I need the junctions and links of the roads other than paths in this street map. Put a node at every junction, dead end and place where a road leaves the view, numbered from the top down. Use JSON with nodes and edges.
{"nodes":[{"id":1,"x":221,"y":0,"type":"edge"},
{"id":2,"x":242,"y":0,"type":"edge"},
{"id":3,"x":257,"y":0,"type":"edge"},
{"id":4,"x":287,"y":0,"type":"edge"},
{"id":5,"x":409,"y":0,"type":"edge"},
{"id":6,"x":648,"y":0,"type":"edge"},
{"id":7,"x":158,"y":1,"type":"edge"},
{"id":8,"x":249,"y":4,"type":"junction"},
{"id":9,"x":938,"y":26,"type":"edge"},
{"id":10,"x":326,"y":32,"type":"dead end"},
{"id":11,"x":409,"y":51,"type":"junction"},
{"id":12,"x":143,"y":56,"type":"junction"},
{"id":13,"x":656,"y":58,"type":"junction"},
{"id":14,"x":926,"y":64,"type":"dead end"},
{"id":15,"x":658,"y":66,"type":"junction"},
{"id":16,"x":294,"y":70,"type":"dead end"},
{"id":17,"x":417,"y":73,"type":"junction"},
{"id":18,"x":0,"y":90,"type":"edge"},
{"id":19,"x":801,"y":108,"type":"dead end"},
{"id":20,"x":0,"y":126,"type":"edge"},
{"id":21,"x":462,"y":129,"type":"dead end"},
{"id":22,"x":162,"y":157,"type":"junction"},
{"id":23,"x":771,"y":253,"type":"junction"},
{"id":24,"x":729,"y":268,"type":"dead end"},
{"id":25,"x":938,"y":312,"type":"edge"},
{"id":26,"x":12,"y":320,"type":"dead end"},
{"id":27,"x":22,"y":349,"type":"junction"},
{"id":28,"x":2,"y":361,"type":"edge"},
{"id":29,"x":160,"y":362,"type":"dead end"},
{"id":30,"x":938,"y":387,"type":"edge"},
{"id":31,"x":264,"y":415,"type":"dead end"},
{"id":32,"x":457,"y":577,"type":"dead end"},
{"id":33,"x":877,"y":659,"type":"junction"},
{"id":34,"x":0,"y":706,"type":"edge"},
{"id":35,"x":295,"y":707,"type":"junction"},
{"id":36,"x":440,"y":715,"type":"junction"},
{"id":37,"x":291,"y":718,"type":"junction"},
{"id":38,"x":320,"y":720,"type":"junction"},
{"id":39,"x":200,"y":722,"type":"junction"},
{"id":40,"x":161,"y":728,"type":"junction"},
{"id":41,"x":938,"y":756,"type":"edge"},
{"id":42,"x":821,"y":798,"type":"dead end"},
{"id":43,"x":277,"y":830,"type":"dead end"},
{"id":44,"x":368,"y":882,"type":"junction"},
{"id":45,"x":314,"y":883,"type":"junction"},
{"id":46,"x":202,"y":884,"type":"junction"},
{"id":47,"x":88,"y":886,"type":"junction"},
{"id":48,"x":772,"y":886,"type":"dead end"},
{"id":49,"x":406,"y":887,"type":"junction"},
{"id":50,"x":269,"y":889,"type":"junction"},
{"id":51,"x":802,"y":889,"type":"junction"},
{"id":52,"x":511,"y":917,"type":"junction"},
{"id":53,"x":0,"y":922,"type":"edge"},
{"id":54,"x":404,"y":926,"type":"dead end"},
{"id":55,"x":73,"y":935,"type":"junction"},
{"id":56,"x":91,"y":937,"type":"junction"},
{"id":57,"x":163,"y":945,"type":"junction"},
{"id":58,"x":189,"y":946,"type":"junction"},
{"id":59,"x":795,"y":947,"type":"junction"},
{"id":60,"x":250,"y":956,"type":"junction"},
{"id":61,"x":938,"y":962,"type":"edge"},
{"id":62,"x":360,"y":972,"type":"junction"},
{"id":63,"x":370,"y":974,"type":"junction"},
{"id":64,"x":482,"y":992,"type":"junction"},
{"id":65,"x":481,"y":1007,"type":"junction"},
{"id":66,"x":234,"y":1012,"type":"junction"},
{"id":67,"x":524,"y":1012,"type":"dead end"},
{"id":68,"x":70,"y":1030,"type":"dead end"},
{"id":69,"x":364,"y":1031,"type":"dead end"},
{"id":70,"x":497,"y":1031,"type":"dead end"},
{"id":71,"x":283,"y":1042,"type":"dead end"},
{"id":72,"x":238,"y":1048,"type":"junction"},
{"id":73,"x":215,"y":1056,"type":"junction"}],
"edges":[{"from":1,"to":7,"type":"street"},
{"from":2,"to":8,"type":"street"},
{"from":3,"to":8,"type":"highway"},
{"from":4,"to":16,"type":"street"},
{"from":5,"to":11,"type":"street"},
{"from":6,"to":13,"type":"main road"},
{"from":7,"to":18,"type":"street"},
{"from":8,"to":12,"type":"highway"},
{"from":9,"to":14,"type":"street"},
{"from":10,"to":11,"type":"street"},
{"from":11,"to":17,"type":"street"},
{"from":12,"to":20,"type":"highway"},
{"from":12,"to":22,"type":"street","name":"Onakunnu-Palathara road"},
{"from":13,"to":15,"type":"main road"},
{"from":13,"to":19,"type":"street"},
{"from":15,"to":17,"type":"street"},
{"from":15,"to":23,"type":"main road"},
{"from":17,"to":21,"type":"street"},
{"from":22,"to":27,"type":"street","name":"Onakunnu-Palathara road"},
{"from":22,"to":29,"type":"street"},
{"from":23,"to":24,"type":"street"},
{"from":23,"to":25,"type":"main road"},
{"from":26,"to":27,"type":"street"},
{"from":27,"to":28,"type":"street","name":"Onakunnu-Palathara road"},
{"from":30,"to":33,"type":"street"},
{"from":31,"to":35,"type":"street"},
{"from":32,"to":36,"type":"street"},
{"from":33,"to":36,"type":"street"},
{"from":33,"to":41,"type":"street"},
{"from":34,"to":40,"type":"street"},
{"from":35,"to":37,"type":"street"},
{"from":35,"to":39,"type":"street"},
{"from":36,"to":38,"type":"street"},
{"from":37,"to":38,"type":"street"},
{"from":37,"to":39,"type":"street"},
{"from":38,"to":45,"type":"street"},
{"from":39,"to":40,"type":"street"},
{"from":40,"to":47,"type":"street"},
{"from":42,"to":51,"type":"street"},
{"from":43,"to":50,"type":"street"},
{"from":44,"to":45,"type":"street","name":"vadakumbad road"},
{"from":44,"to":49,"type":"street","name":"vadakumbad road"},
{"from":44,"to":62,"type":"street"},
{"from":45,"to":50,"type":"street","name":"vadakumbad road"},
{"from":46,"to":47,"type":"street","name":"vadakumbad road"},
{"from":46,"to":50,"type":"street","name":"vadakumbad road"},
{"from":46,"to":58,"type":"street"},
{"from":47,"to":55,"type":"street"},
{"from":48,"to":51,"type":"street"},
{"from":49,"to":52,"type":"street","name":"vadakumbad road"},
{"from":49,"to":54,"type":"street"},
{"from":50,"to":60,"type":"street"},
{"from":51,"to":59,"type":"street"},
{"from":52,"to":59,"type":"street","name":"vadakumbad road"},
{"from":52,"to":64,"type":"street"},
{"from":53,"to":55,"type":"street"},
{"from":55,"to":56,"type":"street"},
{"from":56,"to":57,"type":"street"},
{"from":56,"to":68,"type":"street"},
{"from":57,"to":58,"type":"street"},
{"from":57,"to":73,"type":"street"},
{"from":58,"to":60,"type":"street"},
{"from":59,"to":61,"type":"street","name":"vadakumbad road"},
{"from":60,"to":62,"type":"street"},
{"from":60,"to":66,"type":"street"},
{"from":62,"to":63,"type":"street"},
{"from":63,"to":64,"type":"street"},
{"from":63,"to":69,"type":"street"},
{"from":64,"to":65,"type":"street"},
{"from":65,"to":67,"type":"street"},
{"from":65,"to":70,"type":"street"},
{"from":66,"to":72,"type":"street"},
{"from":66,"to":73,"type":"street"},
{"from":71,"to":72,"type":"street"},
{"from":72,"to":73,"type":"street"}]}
——————
**What this task involves**
Search the records for the word "name". Copy each line where it appears.

**Response to the exercise**
{"from":12,"to":22,"type":"street","name":"Onakunnu-Palathara road"},
{"from":22,"to":27,"type":"street","name":"Onakunnu-Palathara road"},
{"from":27,"to":28,"type":"street","name":"Onakunnu-Palathara road"},
{"from":44,"to":45,"type":"street","name":"vadakumbad road"},
{"from":44,"to":49,"type":"street","name":"vadakumbad road"},
{"from":45,"to":50,"type":"street","name":"vadakumbad road"},
{"from":46,"to":47,"type":"street","name":"vadakumbad road"},
{"from":46,"to":50,"type":"street","name":"vadakumbad road"},
{"from":49,"to":52,"type":"street","name":"vadakumbad road"},
{"from":52,"to":59,"type":"street","name":"vadakumbad road"},
{"from":59,"to":61,"type":"street","name":"vadakumbad road"},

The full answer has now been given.